Il proibizionismo alcolico in passato (anni 30 in America), ha creato una guerra di bande, di delinquenza immensa. Mi chiedo... perché una nazione democratica, progressista non deve liberare le droghe togliendo di mano interessi miliardari a mafie e vari cartelli sudamericani. L'unione Europea ha dedicato una sorta di pamphlet ai detenuti per reati di droga (dal traffico al piccolo spaccio) nel decennio 2000/2010. L’Italia risulta il primo, con la cifra record dello 0,08% del Pil (dato medio 2000÷2010), di poco sopra l’Olanda e contro una media UE dello 0,05%. Considerato che nel periodo analizzato il Pil italiano annuale viaggiava intorno ai 1500 miliardi di euro, stiamo parlando di circa 1 miliardo e 239 milioni di euro.
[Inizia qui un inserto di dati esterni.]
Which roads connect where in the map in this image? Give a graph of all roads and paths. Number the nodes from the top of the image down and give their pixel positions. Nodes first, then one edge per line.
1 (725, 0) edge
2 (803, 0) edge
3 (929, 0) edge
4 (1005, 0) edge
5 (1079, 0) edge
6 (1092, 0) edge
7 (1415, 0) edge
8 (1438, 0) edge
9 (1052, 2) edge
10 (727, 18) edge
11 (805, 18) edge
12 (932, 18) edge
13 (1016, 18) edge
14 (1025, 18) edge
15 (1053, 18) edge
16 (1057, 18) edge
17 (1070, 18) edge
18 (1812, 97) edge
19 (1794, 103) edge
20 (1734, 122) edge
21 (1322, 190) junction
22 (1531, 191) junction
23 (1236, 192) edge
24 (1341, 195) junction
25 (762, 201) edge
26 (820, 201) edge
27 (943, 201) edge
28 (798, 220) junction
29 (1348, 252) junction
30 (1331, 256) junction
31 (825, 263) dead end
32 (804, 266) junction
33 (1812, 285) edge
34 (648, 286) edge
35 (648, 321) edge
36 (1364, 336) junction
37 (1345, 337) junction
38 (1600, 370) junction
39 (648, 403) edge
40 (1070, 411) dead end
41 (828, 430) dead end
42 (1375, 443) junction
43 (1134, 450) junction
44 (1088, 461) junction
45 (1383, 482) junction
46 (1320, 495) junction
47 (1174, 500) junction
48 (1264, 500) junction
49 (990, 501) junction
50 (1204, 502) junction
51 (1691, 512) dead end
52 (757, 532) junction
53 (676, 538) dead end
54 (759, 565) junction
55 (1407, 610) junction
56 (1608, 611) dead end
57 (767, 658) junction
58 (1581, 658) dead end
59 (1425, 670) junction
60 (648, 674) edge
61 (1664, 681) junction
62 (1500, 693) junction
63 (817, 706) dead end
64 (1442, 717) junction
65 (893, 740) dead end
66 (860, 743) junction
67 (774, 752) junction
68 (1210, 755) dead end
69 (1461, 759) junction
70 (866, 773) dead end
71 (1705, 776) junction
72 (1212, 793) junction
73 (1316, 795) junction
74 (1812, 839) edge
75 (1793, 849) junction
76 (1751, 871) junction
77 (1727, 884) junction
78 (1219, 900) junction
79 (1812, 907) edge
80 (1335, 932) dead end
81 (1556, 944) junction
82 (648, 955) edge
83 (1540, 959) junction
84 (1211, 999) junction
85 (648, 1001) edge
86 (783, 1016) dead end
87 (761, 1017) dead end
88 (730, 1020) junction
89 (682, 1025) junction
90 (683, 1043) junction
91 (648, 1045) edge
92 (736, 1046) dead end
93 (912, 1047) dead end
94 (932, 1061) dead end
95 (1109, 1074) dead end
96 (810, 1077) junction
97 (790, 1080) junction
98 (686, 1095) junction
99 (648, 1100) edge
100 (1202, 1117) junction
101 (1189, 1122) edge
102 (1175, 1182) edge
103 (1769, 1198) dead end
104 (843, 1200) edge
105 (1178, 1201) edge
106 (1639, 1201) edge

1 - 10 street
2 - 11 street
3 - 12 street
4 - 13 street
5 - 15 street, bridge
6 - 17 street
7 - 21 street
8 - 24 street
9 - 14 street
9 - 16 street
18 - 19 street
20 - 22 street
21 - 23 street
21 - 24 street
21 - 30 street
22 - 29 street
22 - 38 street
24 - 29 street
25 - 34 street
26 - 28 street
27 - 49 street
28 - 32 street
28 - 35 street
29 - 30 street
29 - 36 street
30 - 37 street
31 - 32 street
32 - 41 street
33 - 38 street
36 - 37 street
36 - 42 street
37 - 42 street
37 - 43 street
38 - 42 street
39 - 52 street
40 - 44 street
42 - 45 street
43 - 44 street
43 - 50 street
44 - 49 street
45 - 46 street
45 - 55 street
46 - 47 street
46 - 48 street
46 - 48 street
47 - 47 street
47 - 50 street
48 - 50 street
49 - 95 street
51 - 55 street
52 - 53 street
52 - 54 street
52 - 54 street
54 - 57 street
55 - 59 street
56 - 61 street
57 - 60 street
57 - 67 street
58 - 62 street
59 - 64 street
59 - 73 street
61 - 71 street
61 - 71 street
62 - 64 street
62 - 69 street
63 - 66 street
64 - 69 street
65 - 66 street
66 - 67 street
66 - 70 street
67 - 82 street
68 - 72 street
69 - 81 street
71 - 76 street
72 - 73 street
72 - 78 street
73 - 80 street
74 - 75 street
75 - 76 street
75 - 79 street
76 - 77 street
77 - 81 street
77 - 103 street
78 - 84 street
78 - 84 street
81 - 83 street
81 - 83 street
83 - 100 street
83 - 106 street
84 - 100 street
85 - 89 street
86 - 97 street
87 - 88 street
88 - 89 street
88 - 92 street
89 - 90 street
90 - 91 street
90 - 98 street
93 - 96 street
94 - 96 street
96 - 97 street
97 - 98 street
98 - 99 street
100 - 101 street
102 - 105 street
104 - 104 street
Spese per vitto, alloggio ed eventuale trasporto detenuti, spese per le forze dell’ordine deputate alla custodia (polizia penitenziaria), spese per il personale dell’area socio-psico-pedagogica e per i dirigenti, per i centri di recupero. L’Italia, nel solo 2010, aveva il 45,8% della popolazione carceraria in custodia cautelare, di cui quasi un terzo, - 8.627 persone – per il solo reato di spaccio e detenzione di sostanze stupefacenti. Un discorso che potrebbe scandalizzare i ben pensanti! Però... se noi leggiamo le cronache, vediamo, che come in America la pena di morte non è un deterrente valido per diminuire i casi di omicidio, possiamo affermare che una legge di liberalizzazione se approvata, eliminerebbe tutta la delinquenza che vi gravita intorno, ricevendo anche un rilevante ritorno economico per la comunità.

 

Pianta Marijuana k8441771Pianta di marijuanna nel suo pieno sviluppo

   

Non è proibendo, (situazione che vale anche quando si è bambini), che si ottengo i risultati migliori. La nostra società è per molti aspetti malata, ha bisogno di educazione, di insegnamenti, di esempi positivi, per i nostri giovani. La nostra società ha bisogno di far vivere le persone soprattutto i giovani in un ambiente familiare e sociale sano. Bisogna loro insegnare cosa sono le droghe, cosa è l'alcol, il sesso, cosa è il gioco, il tabagismo. Ci vogliono campagne dei midia di sensibilizzazione. Non bisogna nascondere la testa sotto terra come gli struzzi. Bisogna fare in modo che i nostri ragazzi vivano in ambienti familiari (gioca molto l'aspetto economico), sani senza traumi, senza inibizioni, senza fobie. É un po' utopico ma... mi auguro che ci si possa arrivare. Le sigarette, il gioco, l'alcol, sono patologie che però non portano delinquenza (almeno non ad alti livelli) uno si compera le sue sigarette, la sua bottiglia d'alcol, se ne va a casa ne fa uso e tutto finisce li a livello delinquenziale, non certo a livello psicologico è qui che bisogna intervenire precocemente con la famiglia, le scuole, le politiche sociali. Una democrazia del benessere psicofisico non solo economico.

Lo Stato produrrà marijuana a uso terapeutico.

 

ontkiemen 2 wekenPiantine di marijuanna in vivaio

Per un paradosso della storia, a produrla sarà l’esercito italiano: verrà coltivata dallo stabilimento chimico militare di Firenze. Oggi lo stabilimento fiorentino, nato con l’obiettivo di produrre medicamenti per il mondo militare, ha esteso la sua attività anche al settore civile. E ora produrrà i farmaci derivati dalla cannabis attualmente importati dall’estero a costi elevati. Il via libera è stato dato dai ministri della Difesa e della Salute. Questa potrebbe essere una vera legge innovativa, che segue un mondo in movimento, un progresso difficile da fermare dove il legislatore deve concorre se non precorrere i tempi.

 

Mario_Cuccin_29783  

Barra divis. fissa - celtic bar nodini verdi intredc.

Nell'augurare a Giovanna un pronto rientro operativo nelle sue indispensabili funzioni di Responsabile del Bosco, ascoltiamo uno dei pezzi musicali da lei preferiti.